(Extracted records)
::::

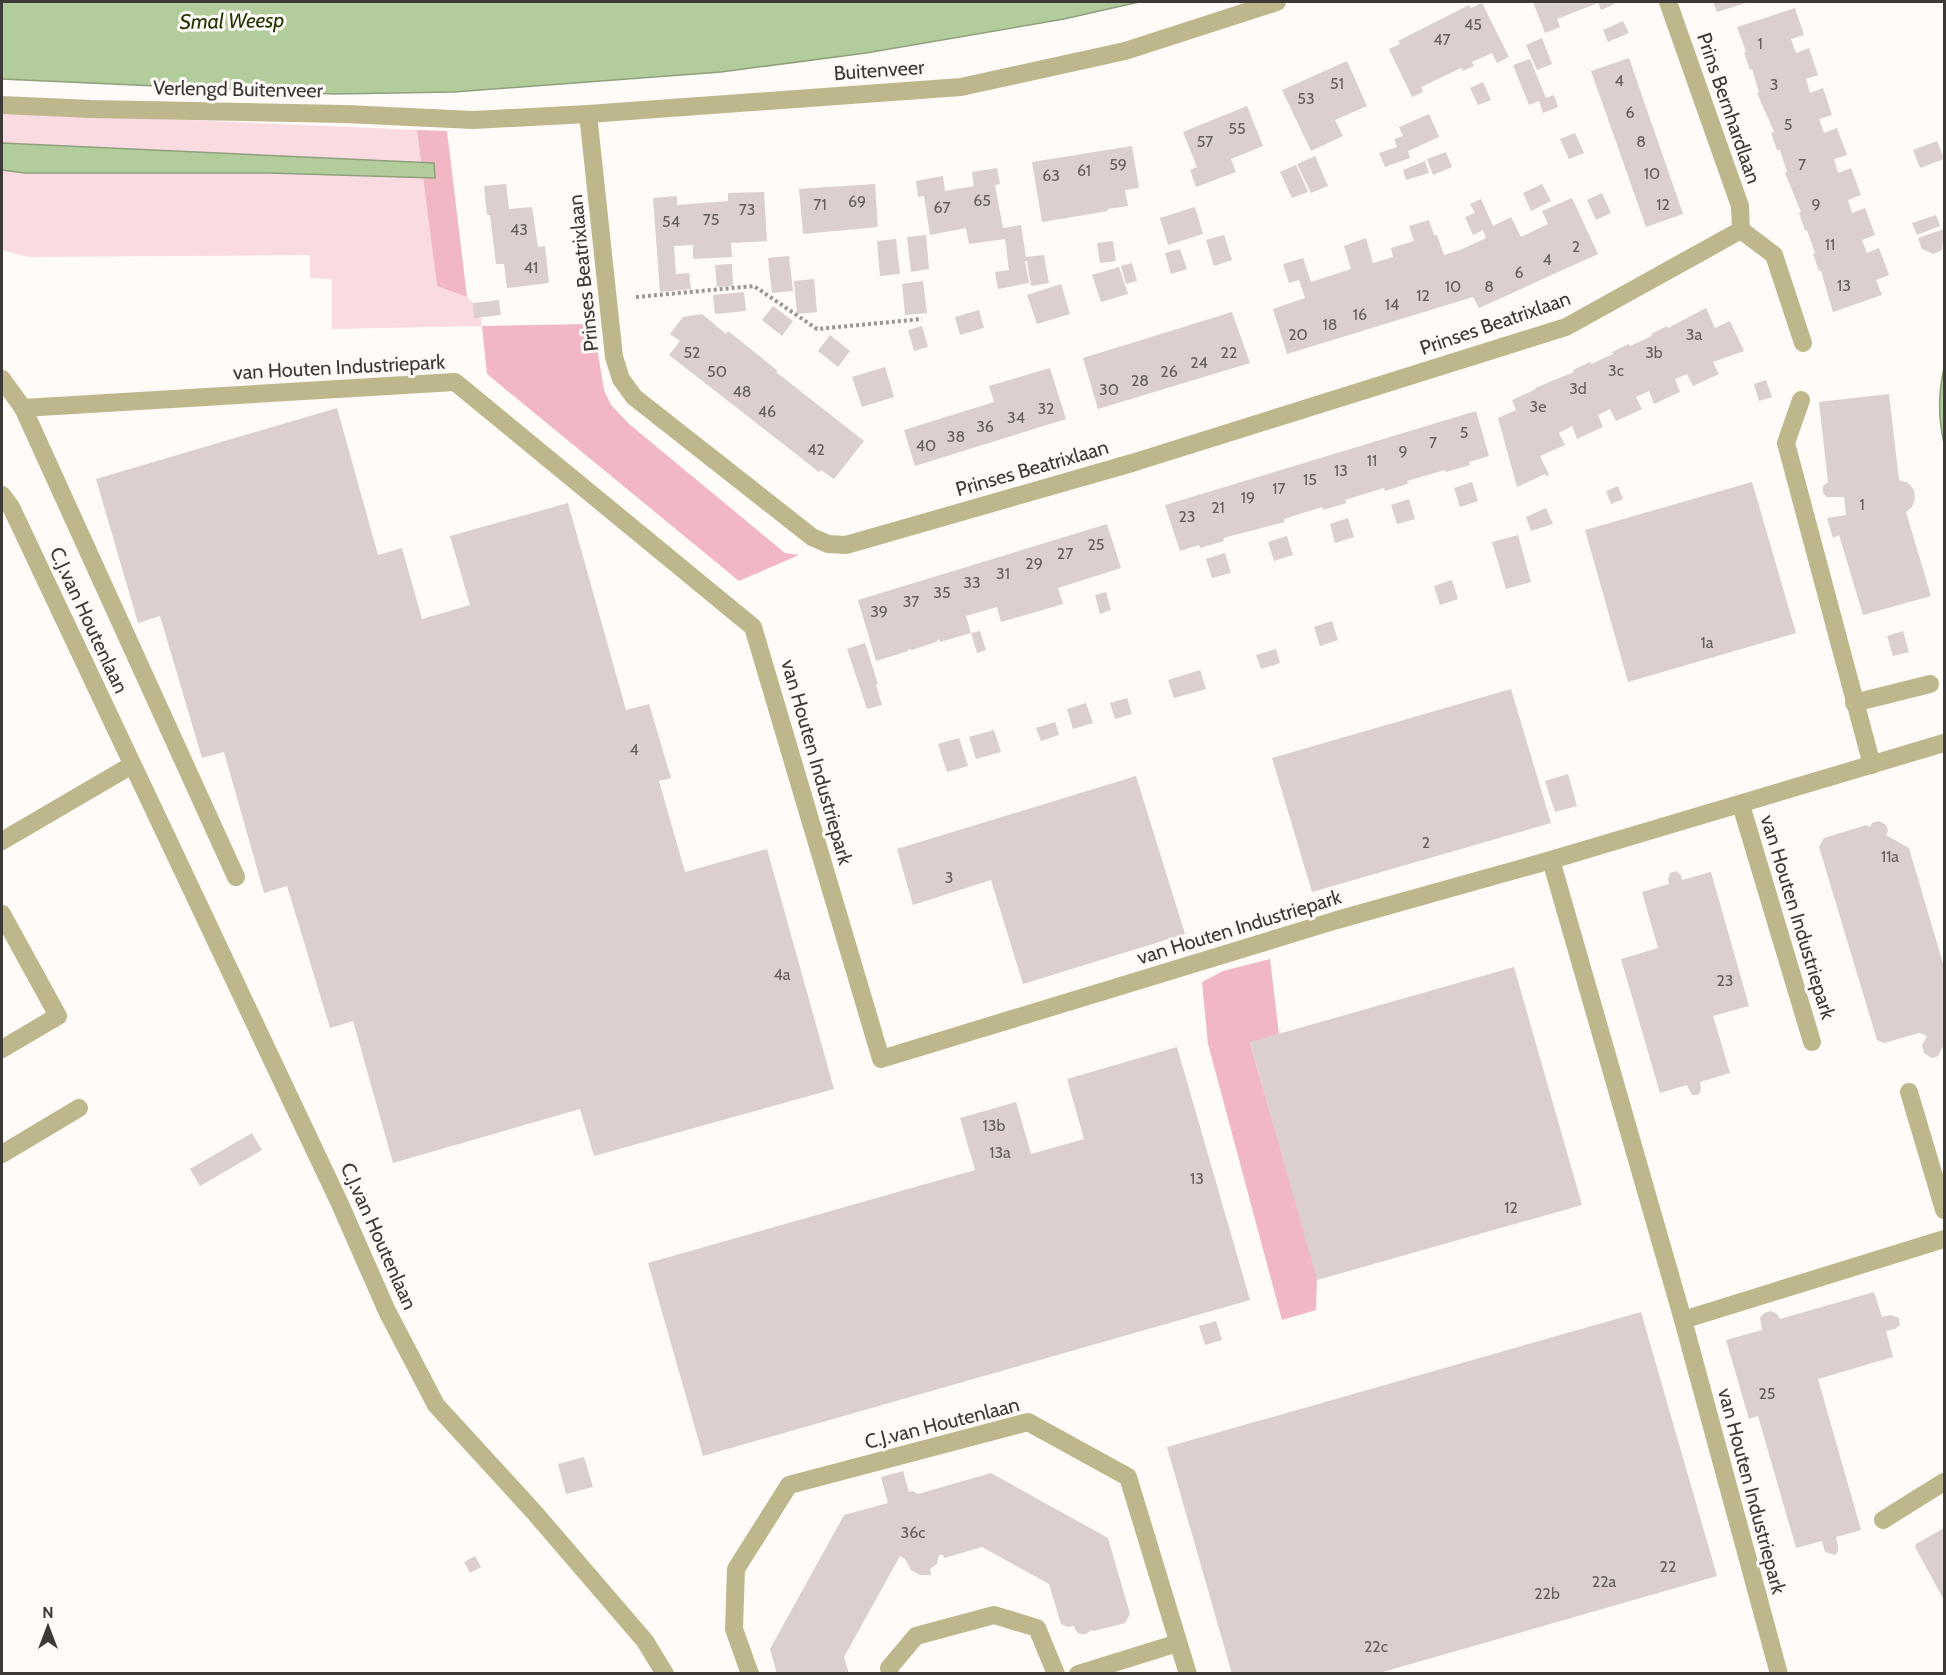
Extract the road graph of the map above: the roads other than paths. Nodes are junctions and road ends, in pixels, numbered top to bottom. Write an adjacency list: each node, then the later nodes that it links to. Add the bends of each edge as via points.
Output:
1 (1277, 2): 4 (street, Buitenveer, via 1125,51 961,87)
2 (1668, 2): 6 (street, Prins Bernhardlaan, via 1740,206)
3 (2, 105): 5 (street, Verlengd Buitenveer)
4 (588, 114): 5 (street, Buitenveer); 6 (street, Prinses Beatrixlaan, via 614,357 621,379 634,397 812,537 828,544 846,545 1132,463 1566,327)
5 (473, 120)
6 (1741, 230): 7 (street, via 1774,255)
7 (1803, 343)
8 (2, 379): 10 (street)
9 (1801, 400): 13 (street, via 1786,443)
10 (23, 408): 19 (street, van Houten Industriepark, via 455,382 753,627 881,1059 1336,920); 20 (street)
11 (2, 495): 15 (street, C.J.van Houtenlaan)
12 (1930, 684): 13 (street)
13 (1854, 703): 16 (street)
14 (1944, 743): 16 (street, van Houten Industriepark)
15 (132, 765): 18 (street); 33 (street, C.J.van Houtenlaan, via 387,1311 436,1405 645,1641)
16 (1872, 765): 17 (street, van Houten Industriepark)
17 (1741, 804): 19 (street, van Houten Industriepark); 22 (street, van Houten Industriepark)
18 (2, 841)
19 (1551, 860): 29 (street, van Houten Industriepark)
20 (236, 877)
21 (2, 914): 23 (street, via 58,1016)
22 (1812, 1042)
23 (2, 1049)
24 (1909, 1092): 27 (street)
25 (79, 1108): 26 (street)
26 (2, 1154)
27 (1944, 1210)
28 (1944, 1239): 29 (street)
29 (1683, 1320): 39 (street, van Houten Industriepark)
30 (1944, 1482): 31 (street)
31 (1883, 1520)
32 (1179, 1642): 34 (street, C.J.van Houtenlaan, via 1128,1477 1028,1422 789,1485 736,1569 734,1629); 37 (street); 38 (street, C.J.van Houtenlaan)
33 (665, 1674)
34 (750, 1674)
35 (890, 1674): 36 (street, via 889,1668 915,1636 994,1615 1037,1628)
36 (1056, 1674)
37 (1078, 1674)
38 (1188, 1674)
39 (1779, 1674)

::::

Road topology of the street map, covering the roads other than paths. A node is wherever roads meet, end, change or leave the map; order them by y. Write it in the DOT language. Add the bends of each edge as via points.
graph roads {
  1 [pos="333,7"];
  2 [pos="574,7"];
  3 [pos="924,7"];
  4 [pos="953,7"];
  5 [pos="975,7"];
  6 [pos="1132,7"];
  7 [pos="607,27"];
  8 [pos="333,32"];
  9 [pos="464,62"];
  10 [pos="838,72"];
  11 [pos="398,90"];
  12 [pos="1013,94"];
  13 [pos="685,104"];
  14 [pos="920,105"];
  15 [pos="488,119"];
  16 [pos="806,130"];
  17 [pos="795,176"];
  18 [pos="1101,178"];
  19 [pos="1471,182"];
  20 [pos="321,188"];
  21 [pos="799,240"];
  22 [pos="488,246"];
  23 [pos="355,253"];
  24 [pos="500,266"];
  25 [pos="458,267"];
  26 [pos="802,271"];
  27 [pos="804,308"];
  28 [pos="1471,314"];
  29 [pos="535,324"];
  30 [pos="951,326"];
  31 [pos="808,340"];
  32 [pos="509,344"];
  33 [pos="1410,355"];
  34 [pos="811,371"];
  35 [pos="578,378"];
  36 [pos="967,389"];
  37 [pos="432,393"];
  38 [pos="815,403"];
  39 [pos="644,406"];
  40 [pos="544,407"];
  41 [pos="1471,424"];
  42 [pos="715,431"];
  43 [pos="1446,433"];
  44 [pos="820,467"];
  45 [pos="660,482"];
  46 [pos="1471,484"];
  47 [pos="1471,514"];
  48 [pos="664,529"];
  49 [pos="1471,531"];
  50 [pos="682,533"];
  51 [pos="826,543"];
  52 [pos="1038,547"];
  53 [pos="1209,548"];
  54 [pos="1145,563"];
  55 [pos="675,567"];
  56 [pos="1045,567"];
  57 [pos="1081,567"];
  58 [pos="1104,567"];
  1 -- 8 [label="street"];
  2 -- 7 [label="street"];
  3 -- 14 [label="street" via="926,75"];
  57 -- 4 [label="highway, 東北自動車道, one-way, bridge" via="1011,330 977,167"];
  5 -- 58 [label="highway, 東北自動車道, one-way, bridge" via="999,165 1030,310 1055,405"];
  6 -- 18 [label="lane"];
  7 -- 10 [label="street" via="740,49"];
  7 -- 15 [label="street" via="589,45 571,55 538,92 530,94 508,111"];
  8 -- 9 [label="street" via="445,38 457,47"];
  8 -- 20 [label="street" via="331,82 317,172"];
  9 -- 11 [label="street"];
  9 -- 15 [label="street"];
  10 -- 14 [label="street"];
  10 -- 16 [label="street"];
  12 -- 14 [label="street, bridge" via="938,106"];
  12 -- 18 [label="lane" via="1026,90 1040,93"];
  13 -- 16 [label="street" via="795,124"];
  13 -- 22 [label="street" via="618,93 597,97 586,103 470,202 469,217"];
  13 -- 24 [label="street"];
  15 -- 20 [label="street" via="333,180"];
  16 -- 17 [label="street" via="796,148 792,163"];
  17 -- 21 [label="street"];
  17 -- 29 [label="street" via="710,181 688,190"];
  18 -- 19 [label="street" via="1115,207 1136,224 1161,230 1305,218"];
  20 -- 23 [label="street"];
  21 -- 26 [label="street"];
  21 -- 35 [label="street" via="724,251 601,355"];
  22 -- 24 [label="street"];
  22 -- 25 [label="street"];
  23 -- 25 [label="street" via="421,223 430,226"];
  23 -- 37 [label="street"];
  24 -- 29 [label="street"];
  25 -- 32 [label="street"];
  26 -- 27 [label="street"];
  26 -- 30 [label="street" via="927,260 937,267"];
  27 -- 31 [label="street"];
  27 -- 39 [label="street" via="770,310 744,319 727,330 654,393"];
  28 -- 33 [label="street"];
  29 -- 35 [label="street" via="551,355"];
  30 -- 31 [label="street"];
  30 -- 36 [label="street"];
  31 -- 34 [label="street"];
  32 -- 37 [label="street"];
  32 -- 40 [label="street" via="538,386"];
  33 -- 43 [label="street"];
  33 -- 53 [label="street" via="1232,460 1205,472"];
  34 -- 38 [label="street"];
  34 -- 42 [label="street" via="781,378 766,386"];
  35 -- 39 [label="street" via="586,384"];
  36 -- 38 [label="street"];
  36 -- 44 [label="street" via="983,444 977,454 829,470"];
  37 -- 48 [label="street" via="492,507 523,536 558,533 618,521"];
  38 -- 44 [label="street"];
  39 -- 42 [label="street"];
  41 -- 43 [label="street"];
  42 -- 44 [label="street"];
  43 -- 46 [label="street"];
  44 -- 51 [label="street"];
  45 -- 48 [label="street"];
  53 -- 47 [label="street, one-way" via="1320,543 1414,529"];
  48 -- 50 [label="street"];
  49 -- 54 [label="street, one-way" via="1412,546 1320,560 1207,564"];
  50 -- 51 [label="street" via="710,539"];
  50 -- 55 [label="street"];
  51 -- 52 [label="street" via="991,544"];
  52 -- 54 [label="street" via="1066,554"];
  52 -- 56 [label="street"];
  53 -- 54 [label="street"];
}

::::

- _Prompt_: A bare number is the expected answer: the tally of lines in the records above holding "paths".

- _Reply to the exercise_: 2